Известно вам, что такое подобная неудача для надменного, не встречавшего дотоле ни единого преткновения на пути легких успехов и веселых приключений? Известно ли вам, как больно первое презрение тому, кого окружали, кого отыскивали приманки и благосклонность? Это такое сатанинское страдание, что оно вдруг затмевает все отрады прошедшего, все воспоминания самодовольствия. Это почти падение с престола — почти Ватерлоо, истребляющее целое поприще славы и счастья! И теперь еще не забыл я нестерпимой пытки этого вечера, хотя с тех пор много тяжкого горя, много истинных скорбей перебывало в моей душе.
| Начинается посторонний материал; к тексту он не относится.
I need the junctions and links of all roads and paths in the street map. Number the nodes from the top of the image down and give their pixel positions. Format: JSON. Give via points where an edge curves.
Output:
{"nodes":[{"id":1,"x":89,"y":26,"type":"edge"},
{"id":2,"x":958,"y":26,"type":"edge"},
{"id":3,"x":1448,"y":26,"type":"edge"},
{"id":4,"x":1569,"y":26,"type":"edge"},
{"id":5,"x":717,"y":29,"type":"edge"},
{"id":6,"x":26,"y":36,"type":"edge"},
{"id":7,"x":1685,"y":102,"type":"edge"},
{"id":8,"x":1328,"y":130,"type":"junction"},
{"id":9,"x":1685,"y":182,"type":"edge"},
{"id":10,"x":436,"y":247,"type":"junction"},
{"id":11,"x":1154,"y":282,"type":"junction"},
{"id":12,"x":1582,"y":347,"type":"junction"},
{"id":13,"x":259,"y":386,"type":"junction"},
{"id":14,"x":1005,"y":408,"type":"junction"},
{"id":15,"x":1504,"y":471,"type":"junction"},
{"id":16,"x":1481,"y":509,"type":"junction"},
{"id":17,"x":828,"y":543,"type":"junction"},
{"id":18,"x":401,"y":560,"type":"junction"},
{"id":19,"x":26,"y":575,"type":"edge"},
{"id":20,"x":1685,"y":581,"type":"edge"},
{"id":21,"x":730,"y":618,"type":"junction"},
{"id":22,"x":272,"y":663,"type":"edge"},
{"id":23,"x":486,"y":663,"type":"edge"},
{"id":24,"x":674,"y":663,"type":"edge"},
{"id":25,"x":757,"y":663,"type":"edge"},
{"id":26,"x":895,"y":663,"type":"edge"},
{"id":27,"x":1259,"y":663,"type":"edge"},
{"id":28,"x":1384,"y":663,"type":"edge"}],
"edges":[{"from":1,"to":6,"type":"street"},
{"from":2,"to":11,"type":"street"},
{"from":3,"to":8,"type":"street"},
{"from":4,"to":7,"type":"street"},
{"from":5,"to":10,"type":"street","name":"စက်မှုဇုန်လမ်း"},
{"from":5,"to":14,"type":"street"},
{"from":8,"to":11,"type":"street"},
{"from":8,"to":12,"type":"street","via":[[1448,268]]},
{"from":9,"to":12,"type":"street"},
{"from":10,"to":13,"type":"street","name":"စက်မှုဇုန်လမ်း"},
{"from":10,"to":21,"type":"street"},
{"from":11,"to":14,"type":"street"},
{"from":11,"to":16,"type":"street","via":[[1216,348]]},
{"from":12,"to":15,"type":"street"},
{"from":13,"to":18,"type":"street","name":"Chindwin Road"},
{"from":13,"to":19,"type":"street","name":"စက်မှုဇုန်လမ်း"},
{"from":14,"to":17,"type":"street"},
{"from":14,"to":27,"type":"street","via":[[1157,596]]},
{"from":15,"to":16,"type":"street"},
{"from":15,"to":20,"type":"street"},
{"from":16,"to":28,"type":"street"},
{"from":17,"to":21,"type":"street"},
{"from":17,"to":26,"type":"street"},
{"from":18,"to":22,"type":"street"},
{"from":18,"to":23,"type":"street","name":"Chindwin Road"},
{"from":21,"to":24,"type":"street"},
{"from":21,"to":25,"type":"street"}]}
Я не любил Юлию — видно, я создан с неполным сердцем! Но есть страсти, кроме любви, и те все кипели во мне, грозные, неукротимые. Душа моя была потрясена до основы — ее терзало оскорбленное самолюбие, ее волновала сокрушенная мечта, ее язвило жало шипящей зависти! Я приподнял униженную голову и поклялся отмстить этой Юлии, отмстить и ее Дольскому, одно имя которого обливало теперь отравой знойное пламя моей ярости, ему, кого возненавидел я всею враждою гордеца, ради его попранного ногами женщины.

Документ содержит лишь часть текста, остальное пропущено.